After allowing time for decongestion, an incision, slightly into the scalp and the lateral face, was made, approximately 4 cm in length, down through the subcutaneous tissues into the subcutaneous fat. Dissection was carried down with blunt scissors dissection and bipolar cautery down to the temporalis fascia. The mass was then identified on top of the temporalis fascia. Blunt dissection with scissors and bipolar cautery were carried beneath the mass along the temporalis fascia medially to the lateral border of the lateral orbital rim. Dissection was then carried superiorly and inferiorly to liberate this mass from the deep tissues. Dissection was then carried over the superficial portion of the mass. Careful dissection was used to make sure we were on the capsule of the mass to protect the frontal branch of the facial nerve. Nerve stimulation was used throughout the entire case, and the nerve never stimulated. The nerve was never visualized throughout the case. Dissection was carried anteriorly along the superficial part of the capsule to the lateral wall of the orbit. The mass then was released from the surrounding tissues and sent for permanent pathology. The size of the mass was 4 x 4 cm.
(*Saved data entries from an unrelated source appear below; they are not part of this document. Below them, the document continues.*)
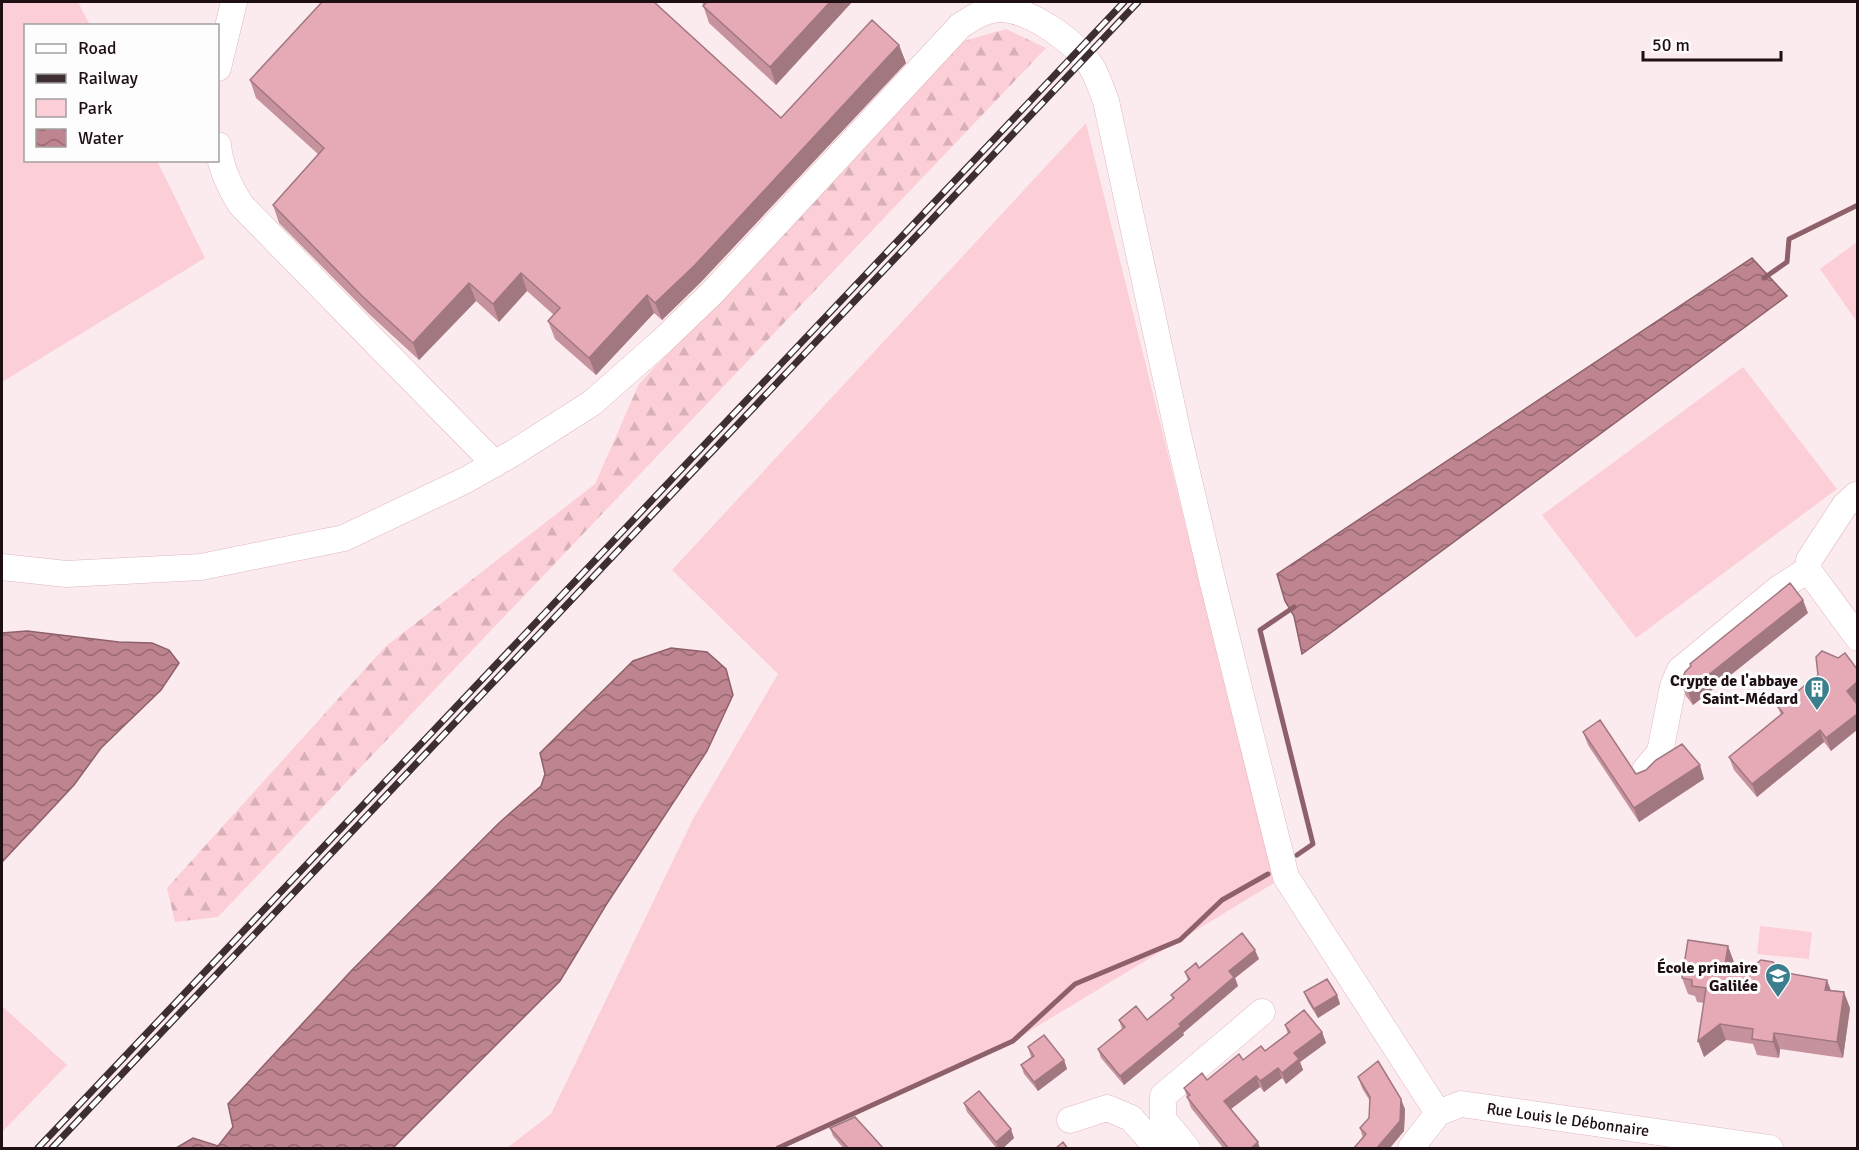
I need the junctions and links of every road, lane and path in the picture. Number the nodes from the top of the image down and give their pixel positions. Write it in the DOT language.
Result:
graph roads {
  1 [pos="234,2"];
  2 [pos="982,7"];
  3 [pos="219,64"];
  4 [pos="219,149"];
  5 [pos="495,464"];
  6 [pos="1857,495"];
  7 [pos="2,567"];
  8 [pos="1808,570"];
  9 [pos="1856,632"];
  10 [pos="1645,770"];
  11 [pos="1262,1011"];
  12 [pos="1438,1113"];
  13 [pos="1070,1120"];
  14 [pos="1157,1149"];
  15 [pos="1187,1149"];
  16 [pos="1411,1149"];
  17 [pos="1770,1149"];
  1 -- 3 [label="street"];
  2 -- 5 [label="street"];
  2 -- 12 [label="street"];
  4 -- 5 [label="street"];
  5 -- 7 [label="street"];
  6 -- 8 [label="street"];
  8 -- 9 [label="street"];
  8 -- 10 [label="street"];
  11 -- 15 [label="street"];
  12 -- 16 [label="street"];
  12 -- 17 [label="street, Rue Louis le Débonnaire"];
  13 -- 14 [label="street"];
}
The wound was then thoroughly irrigated. Hemostasis was obtained with bipolar cautery. The wound was then sterilely irrigated. There was no evidence of bleeding. A small Penrose drain was placed and secured to the skin with 5-0 Prolene stitch. The wound was then closed in layered fashion. Deep layers were reapproximated with 4-0 Vicryl suture, and 5-0 Monocryl running subcuticular closure was then performed. Dermabond was used to reapproximate the skin. Dressing was placed once the Dermabond was dry. Paper tape was used to secure the dressing. The surgery was completed. The patient was then awoken from general anesthesia, extubated, and sent to the postanesthesia care unit in stable condition.